On June 23, 2014, the CTA filed suit in Cook County court to have the arbitration award vacated. The union filed an answer and cross-petition for enforcement. Then both parties filed for summary judgment, leading Cook County Judge Thomas R. Allen to deny the CTA’s motion and grant the union’s. The CTA appealed.
According to Neville’s opinion, “McAlpin's reasoning in the written award shows that he interpreted the language of the CBA,” as opposed to disregarding its clauses. Whereas the CTA had argued for an interpretation of the contract that showed it acted under an accepted “past practice clause,” enabling it to exceed hours for part-time drivers without breaching the contract, McAlpin determined that rather than work with the union to resolve staffing issues, as it had in the past, “the CTA deviated from past practice by imposing by its sole fiat new terms that allow for no limitation whatsoever on its use of” part-timers.
The CTA had argued McAlpin did not address its point, that chronic driver absenteeism had constituted an emergency allowing it to operate outside CBA terms. But the justices determined “McAlpin responded with tactful silence to the CTA's argument about the meaning of ‘emergency.’ The lack of an explicit response does not constitute a reason for disturbing the arbitration award.”
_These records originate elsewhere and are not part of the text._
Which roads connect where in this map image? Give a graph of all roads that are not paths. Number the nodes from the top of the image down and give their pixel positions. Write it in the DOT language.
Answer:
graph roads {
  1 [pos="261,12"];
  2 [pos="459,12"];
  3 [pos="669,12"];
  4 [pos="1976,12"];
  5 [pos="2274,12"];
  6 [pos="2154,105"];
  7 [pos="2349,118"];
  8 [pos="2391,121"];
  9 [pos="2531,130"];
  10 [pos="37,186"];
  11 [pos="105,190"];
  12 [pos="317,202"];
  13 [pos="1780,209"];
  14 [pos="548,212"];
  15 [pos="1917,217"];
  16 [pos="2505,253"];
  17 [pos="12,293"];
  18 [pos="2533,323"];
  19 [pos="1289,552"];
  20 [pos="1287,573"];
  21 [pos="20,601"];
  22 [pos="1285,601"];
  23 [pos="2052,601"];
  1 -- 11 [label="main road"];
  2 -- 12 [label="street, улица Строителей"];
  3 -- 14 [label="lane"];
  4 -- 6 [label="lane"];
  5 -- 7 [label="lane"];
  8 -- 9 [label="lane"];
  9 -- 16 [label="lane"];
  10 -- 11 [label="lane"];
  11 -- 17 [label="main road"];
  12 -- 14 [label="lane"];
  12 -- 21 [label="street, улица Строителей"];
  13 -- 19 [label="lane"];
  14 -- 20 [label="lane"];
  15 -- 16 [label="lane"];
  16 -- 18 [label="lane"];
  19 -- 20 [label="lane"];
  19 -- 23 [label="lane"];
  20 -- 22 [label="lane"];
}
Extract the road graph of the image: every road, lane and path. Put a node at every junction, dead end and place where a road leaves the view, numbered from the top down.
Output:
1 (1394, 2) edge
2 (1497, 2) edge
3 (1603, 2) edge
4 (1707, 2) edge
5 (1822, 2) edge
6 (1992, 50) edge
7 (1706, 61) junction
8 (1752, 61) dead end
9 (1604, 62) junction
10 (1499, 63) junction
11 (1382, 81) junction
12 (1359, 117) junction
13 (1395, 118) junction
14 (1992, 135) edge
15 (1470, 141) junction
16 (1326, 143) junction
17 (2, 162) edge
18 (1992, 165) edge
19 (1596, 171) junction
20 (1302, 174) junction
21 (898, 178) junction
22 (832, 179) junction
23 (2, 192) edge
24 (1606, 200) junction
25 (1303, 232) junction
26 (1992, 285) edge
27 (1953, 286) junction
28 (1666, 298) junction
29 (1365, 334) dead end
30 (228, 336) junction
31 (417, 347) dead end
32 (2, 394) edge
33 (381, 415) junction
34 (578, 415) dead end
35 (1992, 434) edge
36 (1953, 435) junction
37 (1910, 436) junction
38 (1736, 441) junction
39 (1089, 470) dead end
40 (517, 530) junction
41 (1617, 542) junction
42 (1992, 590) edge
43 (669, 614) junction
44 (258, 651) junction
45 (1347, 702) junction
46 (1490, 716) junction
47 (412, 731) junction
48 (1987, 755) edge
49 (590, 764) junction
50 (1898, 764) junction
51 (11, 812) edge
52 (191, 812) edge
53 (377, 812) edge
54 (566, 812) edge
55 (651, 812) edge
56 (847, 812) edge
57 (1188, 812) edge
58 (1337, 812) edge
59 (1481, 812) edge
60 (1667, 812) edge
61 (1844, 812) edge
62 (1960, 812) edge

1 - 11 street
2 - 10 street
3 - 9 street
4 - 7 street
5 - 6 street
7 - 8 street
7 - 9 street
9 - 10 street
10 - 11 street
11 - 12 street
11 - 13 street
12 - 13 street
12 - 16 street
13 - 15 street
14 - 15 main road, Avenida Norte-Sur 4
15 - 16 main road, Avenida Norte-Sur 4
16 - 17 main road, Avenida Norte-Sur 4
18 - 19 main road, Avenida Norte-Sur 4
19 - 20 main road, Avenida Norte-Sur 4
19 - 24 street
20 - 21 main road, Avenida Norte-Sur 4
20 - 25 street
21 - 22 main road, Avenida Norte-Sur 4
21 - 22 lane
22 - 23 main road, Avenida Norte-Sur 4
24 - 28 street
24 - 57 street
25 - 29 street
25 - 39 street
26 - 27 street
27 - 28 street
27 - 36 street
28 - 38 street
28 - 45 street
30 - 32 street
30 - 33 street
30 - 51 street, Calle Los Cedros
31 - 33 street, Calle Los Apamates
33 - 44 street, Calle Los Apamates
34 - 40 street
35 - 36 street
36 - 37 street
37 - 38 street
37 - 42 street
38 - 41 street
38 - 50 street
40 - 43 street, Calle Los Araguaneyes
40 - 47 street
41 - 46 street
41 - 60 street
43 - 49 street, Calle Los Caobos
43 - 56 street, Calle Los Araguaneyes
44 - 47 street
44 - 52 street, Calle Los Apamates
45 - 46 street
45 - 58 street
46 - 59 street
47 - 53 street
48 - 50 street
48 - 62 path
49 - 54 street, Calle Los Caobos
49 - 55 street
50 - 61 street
Finally, the CTA argued McAlpin awarded speculative damages, but Neville said the cases cited by the CTA to support that assertion were “only cases that did not arise on review of arbitration awards.”
“McAlpin found that the CTA’s violation of the contract caused employees to lose compensation for hours they could have worked, if the CTA had acted in accord with its contractual obligations. The Union and the CTA stipulated to the calculation of the hours” that led to the award of back pay for all drivers and pension contributions for full-time workers, the appellate justices wrote.
Those figures were 131,182 hours for part-time drivers and 105,248.5 hours for full-time drivers.
While court documents did not reference the actual dollar amount of the arbitration award, Local 241 reported on its website and in other published reports that the arbitrator had ordered the CTA to pay $7.3 million.
Local 241 was represented in the action by attorneys with the firm of Jacobs, Burns, Orlove & Hernandez, of Chicago.
The CTA was represented by the firm of Laner Muchin, of Chicago.